* _Problem details_
Go through the material below and copy all lines with "Left".

* _Source records_
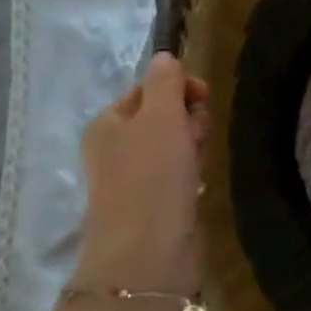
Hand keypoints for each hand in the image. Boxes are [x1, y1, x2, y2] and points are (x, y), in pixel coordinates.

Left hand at [73, 54, 210, 300]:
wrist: (148, 253)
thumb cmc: (152, 176)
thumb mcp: (161, 116)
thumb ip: (166, 81)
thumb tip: (165, 57)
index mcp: (107, 122)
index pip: (148, 88)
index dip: (179, 88)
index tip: (203, 98)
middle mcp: (115, 147)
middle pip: (164, 115)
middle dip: (189, 119)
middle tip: (198, 137)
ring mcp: (133, 178)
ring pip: (176, 144)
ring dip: (194, 145)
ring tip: (199, 163)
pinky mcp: (154, 203)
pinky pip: (179, 172)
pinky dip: (192, 171)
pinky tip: (198, 181)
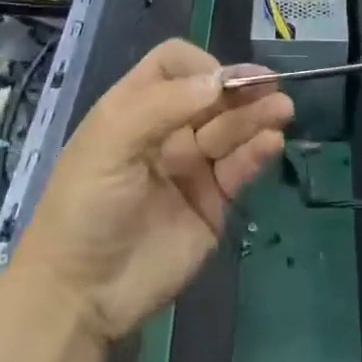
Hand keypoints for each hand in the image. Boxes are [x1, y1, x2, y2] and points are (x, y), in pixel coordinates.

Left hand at [12, 39, 292, 344]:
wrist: (79, 295)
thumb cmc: (85, 205)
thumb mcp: (111, 142)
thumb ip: (163, 105)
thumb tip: (218, 79)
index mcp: (136, 107)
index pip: (175, 65)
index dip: (199, 65)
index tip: (217, 81)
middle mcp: (168, 129)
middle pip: (212, 94)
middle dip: (239, 87)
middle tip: (271, 86)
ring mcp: (192, 166)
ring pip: (231, 128)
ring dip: (257, 115)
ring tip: (282, 109)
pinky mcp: (212, 203)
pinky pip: (239, 168)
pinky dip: (257, 152)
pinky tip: (272, 142)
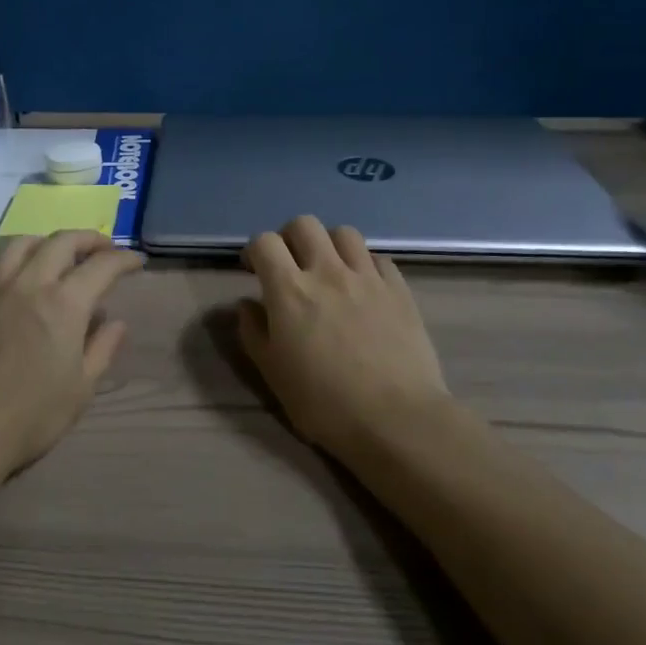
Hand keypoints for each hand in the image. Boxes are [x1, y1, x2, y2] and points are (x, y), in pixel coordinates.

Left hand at [0, 231, 143, 479]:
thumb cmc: (28, 418)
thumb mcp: (80, 391)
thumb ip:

* _Task answer_
Left hand at [73, 54, 210, 300]:
Left hand at [12, 39, 292, 344]:
Left hand at [0, 231, 143, 479]:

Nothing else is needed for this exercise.